Exercise description = Only an exact, line-for-line copy of the data will serve as the answer.

Collected data:

---------------

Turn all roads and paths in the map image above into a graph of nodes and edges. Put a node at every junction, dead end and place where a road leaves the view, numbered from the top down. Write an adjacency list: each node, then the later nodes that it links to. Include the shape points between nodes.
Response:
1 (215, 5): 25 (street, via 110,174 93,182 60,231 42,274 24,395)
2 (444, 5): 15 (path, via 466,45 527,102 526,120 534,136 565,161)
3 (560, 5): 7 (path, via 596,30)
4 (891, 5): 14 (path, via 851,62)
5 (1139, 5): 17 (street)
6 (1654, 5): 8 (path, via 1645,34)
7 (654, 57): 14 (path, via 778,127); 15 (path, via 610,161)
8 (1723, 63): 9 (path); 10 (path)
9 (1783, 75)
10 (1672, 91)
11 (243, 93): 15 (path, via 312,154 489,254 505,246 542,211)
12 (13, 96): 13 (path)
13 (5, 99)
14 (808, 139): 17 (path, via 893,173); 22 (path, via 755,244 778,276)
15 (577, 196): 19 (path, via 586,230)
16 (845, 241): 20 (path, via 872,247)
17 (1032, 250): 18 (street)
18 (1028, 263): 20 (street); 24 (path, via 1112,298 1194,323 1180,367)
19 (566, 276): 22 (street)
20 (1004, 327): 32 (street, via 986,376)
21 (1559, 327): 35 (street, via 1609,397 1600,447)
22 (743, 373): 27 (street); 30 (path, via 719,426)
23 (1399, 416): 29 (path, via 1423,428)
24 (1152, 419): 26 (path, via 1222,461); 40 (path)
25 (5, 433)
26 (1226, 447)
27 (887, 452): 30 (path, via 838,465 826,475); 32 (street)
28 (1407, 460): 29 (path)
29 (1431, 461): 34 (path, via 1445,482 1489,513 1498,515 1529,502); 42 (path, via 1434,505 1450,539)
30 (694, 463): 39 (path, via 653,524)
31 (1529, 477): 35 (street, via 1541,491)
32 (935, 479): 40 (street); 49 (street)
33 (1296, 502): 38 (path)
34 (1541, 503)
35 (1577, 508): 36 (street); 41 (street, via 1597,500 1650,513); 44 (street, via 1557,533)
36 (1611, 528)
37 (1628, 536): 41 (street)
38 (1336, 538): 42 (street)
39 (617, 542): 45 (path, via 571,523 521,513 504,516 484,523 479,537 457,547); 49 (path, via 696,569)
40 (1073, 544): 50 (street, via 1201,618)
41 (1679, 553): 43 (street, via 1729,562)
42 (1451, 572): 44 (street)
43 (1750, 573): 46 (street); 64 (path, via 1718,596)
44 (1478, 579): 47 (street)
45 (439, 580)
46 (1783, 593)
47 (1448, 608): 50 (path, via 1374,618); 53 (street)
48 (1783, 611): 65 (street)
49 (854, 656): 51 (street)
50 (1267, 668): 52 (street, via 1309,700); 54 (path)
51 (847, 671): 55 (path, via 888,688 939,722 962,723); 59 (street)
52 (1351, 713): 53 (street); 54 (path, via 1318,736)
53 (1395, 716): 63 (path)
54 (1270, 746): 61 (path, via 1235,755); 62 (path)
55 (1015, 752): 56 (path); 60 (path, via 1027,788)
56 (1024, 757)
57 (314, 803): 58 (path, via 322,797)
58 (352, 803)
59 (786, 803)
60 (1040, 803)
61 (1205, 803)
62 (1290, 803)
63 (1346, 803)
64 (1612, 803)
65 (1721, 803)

---------------

Output =
Turn all roads and paths in the map image above into a graph of nodes and edges. Put a node at every junction, dead end and place where a road leaves the view, numbered from the top down. Write an adjacency list: each node, then the later nodes that it links to. Include the shape points between nodes.
Response:
1 (215, 5): 25 (street, via 110,174 93,182 60,231 42,274 24,395)
2 (444, 5): 15 (path, via 466,45 527,102 526,120 534,136 565,161)
3 (560, 5): 7 (path, via 596,30)
4 (891, 5): 14 (path, via 851,62)
5 (1139, 5): 17 (street)
6 (1654, 5): 8 (path, via 1645,34)
7 (654, 57): 14 (path, via 778,127); 15 (path, via 610,161)
8 (1723, 63): 9 (path); 10 (path)
9 (1783, 75)
10 (1672, 91)
11 (243, 93): 15 (path, via 312,154 489,254 505,246 542,211)
12 (13, 96): 13 (path)
13 (5, 99)
14 (808, 139): 17 (path, via 893,173); 22 (path, via 755,244 778,276)
15 (577, 196): 19 (path, via 586,230)
16 (845, 241): 20 (path, via 872,247)
17 (1032, 250): 18 (street)
18 (1028, 263): 20 (street); 24 (path, via 1112,298 1194,323 1180,367)
19 (566, 276): 22 (street)
20 (1004, 327): 32 (street, via 986,376)
21 (1559, 327): 35 (street, via 1609,397 1600,447)
22 (743, 373): 27 (street); 30 (path, via 719,426)
23 (1399, 416): 29 (path, via 1423,428)
24 (1152, 419): 26 (path, via 1222,461); 40 (path)
25 (5, 433)
26 (1226, 447)
27 (887, 452): 30 (path, via 838,465 826,475); 32 (street)
28 (1407, 460): 29 (path)
29 (1431, 461): 34 (path, via 1445,482 1489,513 1498,515 1529,502); 42 (path, via 1434,505 1450,539)
30 (694, 463): 39 (path, via 653,524)
31 (1529, 477): 35 (street, via 1541,491)
32 (935, 479): 40 (street); 49 (street)
33 (1296, 502): 38 (path)
34 (1541, 503)
35 (1577, 508): 36 (street); 41 (street, via 1597,500 1650,513); 44 (street, via 1557,533)
36 (1611, 528)
37 (1628, 536): 41 (street)
38 (1336, 538): 42 (street)
39 (617, 542): 45 (path, via 571,523 521,513 504,516 484,523 479,537 457,547); 49 (path, via 696,569)
40 (1073, 544): 50 (street, via 1201,618)
41 (1679, 553): 43 (street, via 1729,562)
42 (1451, 572): 44 (street)
43 (1750, 573): 46 (street); 64 (path, via 1718,596)
44 (1478, 579): 47 (street)
45 (439, 580)
46 (1783, 593)
47 (1448, 608): 50 (path, via 1374,618); 53 (street)
48 (1783, 611): 65 (street)
49 (854, 656): 51 (street)
50 (1267, 668): 52 (street, via 1309,700); 54 (path)
51 (847, 671): 55 (path, via 888,688 939,722 962,723); 59 (street)
52 (1351, 713): 53 (street); 54 (path, via 1318,736)
53 (1395, 716): 63 (path)
54 (1270, 746): 61 (path, via 1235,755); 62 (path)
55 (1015, 752): 56 (path); 60 (path, via 1027,788)
56 (1024, 757)
57 (314, 803): 58 (path, via 322,797)
58 (352, 803)
59 (786, 803)
60 (1040, 803)
61 (1205, 803)
62 (1290, 803)
63 (1346, 803)
64 (1612, 803)
65 (1721, 803)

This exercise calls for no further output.